■ To do ■
Leave no line out. Transcribe the whole listing exactly.

■ Given records ■

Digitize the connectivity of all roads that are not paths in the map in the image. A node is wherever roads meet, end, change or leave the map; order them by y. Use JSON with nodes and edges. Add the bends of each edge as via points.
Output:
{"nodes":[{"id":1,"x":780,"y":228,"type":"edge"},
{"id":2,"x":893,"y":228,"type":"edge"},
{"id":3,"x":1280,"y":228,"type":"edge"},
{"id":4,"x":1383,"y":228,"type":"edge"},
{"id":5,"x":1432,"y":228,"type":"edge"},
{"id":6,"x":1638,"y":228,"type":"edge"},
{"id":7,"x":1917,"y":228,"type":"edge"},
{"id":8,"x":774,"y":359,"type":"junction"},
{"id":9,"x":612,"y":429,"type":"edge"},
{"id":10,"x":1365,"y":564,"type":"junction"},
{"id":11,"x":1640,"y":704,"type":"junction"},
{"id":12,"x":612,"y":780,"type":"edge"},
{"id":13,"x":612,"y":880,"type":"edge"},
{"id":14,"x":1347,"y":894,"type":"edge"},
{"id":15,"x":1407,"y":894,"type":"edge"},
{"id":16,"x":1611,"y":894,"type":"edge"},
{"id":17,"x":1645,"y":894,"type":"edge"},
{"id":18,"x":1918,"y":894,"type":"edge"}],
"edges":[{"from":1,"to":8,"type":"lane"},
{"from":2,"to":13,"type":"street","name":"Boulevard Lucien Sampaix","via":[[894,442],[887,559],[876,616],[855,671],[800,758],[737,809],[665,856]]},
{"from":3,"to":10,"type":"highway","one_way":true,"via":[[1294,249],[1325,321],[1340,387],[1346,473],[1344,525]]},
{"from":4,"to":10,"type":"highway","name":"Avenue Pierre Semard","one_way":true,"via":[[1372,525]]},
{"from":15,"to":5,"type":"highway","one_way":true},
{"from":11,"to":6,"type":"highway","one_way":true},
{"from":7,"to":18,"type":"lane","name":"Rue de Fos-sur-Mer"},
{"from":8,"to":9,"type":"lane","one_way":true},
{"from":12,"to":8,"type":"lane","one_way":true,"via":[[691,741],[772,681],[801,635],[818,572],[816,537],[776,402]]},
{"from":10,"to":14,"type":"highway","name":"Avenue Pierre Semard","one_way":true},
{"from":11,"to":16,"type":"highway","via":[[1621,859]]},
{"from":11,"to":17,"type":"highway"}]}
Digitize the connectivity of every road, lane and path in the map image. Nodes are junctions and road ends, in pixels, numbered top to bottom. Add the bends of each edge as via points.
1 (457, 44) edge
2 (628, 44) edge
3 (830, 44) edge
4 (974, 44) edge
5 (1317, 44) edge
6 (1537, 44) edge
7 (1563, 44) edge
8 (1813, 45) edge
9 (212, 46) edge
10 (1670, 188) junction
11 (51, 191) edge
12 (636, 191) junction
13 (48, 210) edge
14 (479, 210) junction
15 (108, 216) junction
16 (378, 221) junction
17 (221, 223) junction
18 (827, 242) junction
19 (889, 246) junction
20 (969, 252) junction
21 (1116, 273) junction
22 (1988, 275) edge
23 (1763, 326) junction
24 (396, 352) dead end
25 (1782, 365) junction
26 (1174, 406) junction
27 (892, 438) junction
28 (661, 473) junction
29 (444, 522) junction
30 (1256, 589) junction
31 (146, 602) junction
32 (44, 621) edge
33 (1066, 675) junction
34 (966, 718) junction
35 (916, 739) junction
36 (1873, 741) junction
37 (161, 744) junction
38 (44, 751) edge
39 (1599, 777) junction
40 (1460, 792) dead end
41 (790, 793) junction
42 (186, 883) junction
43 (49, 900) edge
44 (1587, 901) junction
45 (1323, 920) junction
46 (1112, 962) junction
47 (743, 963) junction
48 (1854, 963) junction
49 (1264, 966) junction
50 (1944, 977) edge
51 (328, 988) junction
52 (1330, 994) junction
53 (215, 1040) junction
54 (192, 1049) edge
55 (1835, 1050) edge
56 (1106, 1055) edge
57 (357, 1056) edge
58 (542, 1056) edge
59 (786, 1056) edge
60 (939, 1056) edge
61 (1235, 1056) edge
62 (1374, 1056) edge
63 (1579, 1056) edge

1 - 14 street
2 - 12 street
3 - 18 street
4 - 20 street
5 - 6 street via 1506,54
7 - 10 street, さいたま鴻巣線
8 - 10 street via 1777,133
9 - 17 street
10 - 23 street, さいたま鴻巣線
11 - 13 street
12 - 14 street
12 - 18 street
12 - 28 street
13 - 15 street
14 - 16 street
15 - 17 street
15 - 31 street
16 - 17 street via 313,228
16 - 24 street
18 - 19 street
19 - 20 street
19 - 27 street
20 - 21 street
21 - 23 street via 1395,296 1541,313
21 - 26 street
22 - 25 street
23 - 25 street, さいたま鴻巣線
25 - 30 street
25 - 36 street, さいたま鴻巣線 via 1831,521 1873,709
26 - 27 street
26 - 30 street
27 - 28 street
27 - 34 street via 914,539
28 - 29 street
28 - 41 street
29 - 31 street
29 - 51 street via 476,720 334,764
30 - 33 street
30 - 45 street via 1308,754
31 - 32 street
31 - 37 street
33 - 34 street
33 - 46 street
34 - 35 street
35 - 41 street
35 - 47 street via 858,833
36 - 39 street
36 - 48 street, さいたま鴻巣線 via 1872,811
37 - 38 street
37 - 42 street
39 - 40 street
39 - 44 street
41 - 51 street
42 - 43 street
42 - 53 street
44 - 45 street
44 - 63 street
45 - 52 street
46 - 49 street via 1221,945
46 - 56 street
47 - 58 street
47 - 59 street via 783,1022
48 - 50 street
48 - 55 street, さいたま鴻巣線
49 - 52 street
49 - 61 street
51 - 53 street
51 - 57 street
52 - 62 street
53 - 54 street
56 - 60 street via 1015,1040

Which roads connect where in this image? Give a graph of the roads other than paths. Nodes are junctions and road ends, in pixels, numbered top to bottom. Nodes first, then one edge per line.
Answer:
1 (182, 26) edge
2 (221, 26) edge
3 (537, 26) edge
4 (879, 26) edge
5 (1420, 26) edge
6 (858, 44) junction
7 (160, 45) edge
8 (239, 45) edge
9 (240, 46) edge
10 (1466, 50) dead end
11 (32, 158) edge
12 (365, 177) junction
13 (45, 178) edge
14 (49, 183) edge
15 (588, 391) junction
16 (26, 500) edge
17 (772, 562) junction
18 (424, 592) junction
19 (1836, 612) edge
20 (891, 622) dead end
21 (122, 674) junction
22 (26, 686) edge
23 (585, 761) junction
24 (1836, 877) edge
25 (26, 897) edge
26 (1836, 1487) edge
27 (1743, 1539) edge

■ Answer section ■
Digitize the connectivity of all roads that are not paths in the map in the image. A node is wherever roads meet, end, change or leave the map; order them by y. Use JSON with nodes and edges. Add the bends of each edge as via points.
Output:
{"nodes":[{"id":1,"x":780,"y":228,"type":"edge"},
{"id":2,"x":893,"y":228,"type":"edge"},
{"id":3,"x":1280,"y":228,"type":"edge"},
{"id":4,"x":1383,"y":228,"type":"edge"},
{"id":5,"x":1432,"y":228,"type":"edge"},
{"id":6,"x":1638,"y":228,"type":"edge"},
{"id":7,"x":1917,"y":228,"type":"edge"},
{"id":8,"x":774,"y":359,"type":"junction"},
{"id":9,"x":612,"y":429,"type":"edge"},
{"id":10,"x":1365,"y":564,"type":"junction"},
{"id":11,"x":1640,"y":704,"type":"junction"},
{"id":12,"x":612,"y":780,"type":"edge"},
{"id":13,"x":612,"y":880,"type":"edge"},
{"id":14,"x":1347,"y":894,"type":"edge"},
{"id":15,"x":1407,"y":894,"type":"edge"},
{"id":16,"x":1611,"y":894,"type":"edge"},
{"id":17,"x":1645,"y":894,"type":"edge"},
{"id":18,"x":1918,"y":894,"type":"edge"}],
"edges":[{"from":1,"to":8,"type":"lane"},
{"from":2,"to":13,"type":"street","name":"Boulevard Lucien Sampaix","via":[[894,442],[887,559],[876,616],[855,671],[800,758],[737,809],[665,856]]},
{"from":3,"to":10,"type":"highway","one_way":true,"via":[[1294,249],[1325,321],[1340,387],[1346,473],[1344,525]]},
{"from":4,"to":10,"type":"highway","name":"Avenue Pierre Semard","one_way":true,"via":[[1372,525]]},
{"from":15,"to":5,"type":"highway","one_way":true},
{"from":11,"to":6,"type":"highway","one_way":true},
{"from":7,"to":18,"type":"lane","name":"Rue de Fos-sur-Mer"},
{"from":8,"to":9,"type":"lane","one_way":true},
{"from":12,"to":8,"type":"lane","one_way":true,"via":[[691,741],[772,681],[801,635],[818,572],[816,537],[776,402]]},
{"from":10,"to":14,"type":"highway","name":"Avenue Pierre Semard","one_way":true},
{"from":11,"to":16,"type":"highway","via":[[1621,859]]},
{"from":11,"to":17,"type":"highway"}]}
Digitize the connectivity of every road, lane and path in the map image. Nodes are junctions and road ends, in pixels, numbered top to bottom. Add the bends of each edge as via points.
1 (457, 44) edge
2 (628, 44) edge
3 (830, 44) edge
4 (974, 44) edge
5 (1317, 44) edge
6 (1537, 44) edge
7 (1563, 44) edge
8 (1813, 45) edge
9 (212, 46) edge
10 (1670, 188) junction
11 (51, 191) edge
12 (636, 191) junction
13 (48, 210) edge
14 (479, 210) junction
15 (108, 216) junction
16 (378, 221) junction
17 (221, 223) junction
18 (827, 242) junction
19 (889, 246) junction
20 (969, 252) junction
21 (1116, 273) junction
22 (1988, 275) edge
23 (1763, 326) junction
24 (396, 352) dead end
25 (1782, 365) junction
26 (1174, 406) junction
27 (892, 438) junction
28 (661, 473) junction
29 (444, 522) junction
30 (1256, 589) junction
31 (146, 602) junction
32 (44, 621) edge
33 (1066, 675) junction
34 (966, 718) junction
35 (916, 739) junction
36 (1873, 741) junction
37 (161, 744) junction
38 (44, 751) edge
39 (1599, 777) junction
40 (1460, 792) dead end
41 (790, 793) junction
42 (186, 883) junction
43 (49, 900) edge
44 (1587, 901) junction
45 (1323, 920) junction
46 (1112, 962) junction
47 (743, 963) junction
48 (1854, 963) junction
49 (1264, 966) junction
50 (1944, 977) edge
51 (328, 988) junction
52 (1330, 994) junction
53 (215, 1040) junction
54 (192, 1049) edge
55 (1835, 1050) edge
56 (1106, 1055) edge
57 (357, 1056) edge
58 (542, 1056) edge
59 (786, 1056) edge
60 (939, 1056) edge
61 (1235, 1056) edge
62 (1374, 1056) edge
63 (1579, 1056) edge

1 - 14 street
2 - 12 street
3 - 18 street
4 - 20 street
5 - 6 street via 1506,54
7 - 10 street, さいたま鴻巣線
8 - 10 street via 1777,133
9 - 17 street
10 - 23 street, さいたま鴻巣線
11 - 13 street
12 - 14 street
12 - 18 street
12 - 28 street
13 - 15 street
14 - 16 street
15 - 17 street
15 - 31 street
16 - 17 street via 313,228
16 - 24 street
18 - 19 street
19 - 20 street
19 - 27 street
20 - 21 street
21 - 23 street via 1395,296 1541,313
21 - 26 street
22 - 25 street
23 - 25 street, さいたま鴻巣線
25 - 30 street
25 - 36 street, さいたま鴻巣線 via 1831,521 1873,709
26 - 27 street
26 - 30 street
27 - 28 street
27 - 34 street via 914,539
28 - 29 street
28 - 41 street
29 - 31 street
29 - 51 street via 476,720 334,764
30 - 33 street
30 - 45 street via 1308,754
31 - 32 street
31 - 37 street
33 - 34 street
33 - 46 street
34 - 35 street
35 - 41 street
35 - 47 street via 858,833
36 - 39 street
36 - 48 street, さいたま鴻巣線 via 1872,811
37 - 38 street
37 - 42 street
39 - 40 street
39 - 44 street
41 - 51 street
42 - 43 street
42 - 53 street
44 - 45 street
44 - 63 street
45 - 52 street
46 - 49 street via 1221,945
46 - 56 street
47 - 58 street
47 - 59 street via 783,1022
48 - 50 street
48 - 55 street, さいたま鴻巣線
49 - 52 street
49 - 61 street
51 - 53 street
51 - 57 street
52 - 62 street
53 - 54 street
56 - 60 street via 1015,1040

Which roads connect where in this image? Give a graph of the roads other than paths. Nodes are junctions and road ends, in pixels, numbered top to bottom. Nodes first, then one edge per line.
Answer:
1 (182, 26) edge
2 (221, 26) edge
3 (537, 26) edge
4 (879, 26) edge
5 (1420, 26) edge
6 (858, 44) junction
7 (160, 45) edge
8 (239, 45) edge
9 (240, 46) edge
10 (1466, 50) dead end
11 (32, 158) edge
12 (365, 177) junction
13 (45, 178) edge
14 (49, 183) edge
15 (588, 391) junction
16 (26, 500) edge
17 (772, 562) junction
18 (424, 592) junction
19 (1836, 612) edge
20 (891, 622) dead end
21 (122, 674) junction
22 (26, 686) edge
23 (585, 761) junction
24 (1836, 877) edge
25 (26, 897) edge
26 (1836, 1487) edge
27 (1743, 1539) edge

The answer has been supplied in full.